In Belgium, citizens have the right to consult, correct or delete their personal data in police databases. The COC processes these applications, which is a significant part of its day-to-day operations.
The number of requests related to this has increased sharply in recent years, although the figures for 2020 were down on those recorded in 2019. Last year’s increase is still significant, with 284 cases recorded, almost twice as many as in 2018 when the former Commission for the Protection of Privacy received between 100 and 150 requests.
According to the COC's annual report, the decline between 2019 and 2020 is expected to be an anomaly, with more than 170 applications already submitted in the first quarter of 2021. The organisation believes that the temporary decrease in requests is the result of stabilisation after a peak caused by the increased attention paid to privacy issues.
Of the 259 files processed in 2020, 211 were linked to the general national database.

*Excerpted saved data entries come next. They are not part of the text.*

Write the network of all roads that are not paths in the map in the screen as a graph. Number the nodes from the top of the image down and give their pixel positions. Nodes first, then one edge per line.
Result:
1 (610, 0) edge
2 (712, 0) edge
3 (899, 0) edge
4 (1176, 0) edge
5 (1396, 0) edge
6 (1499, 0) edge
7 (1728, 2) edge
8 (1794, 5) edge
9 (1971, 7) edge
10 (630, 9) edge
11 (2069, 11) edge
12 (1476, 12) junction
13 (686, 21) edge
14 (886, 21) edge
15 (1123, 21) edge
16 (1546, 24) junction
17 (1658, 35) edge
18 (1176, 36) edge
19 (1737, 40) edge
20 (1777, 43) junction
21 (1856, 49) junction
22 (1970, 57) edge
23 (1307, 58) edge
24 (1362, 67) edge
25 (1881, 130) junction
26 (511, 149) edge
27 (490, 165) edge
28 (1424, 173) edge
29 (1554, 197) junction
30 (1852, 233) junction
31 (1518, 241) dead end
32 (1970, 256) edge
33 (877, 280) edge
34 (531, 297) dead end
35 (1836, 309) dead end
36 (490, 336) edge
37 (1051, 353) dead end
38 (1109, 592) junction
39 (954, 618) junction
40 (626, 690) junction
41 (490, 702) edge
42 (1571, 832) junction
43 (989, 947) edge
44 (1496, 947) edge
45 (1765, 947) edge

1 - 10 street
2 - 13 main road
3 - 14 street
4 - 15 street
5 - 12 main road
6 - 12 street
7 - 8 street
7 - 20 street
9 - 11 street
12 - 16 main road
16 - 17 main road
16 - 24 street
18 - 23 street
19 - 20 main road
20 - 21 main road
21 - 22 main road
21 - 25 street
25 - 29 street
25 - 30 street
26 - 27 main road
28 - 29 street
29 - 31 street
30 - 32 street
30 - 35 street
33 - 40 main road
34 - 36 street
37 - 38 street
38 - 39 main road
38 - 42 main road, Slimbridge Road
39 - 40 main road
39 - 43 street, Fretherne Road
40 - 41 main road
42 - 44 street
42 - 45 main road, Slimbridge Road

For 144 of them, the COC carried out an assessment or came to a decision on the content of the files. In 76% of the applications that led to a decision, it resulted in the archiving or partial or total deletion of entries in the General National Database. The previous year, this happened with 52% of such files.
The Police Information Control Body therefore reiterates its call for "reflection and action" within the police directorate. "This is an alarming rate, which confirms what the control body found in the course of its work: the quality, accuracy and precision of police databases still leaves too much to be desired," the report stresses.
For the COC, this finding is not without consequences: citizens "suffer direct or indirect harm" because of incorrect processing of their data. This damage is direct when the police are led to treat citizens differently on the basis of false information, for example during a search or arrest. It is indirect when people are unjustifiably discriminated or rejected when applying for jobs which require a police check.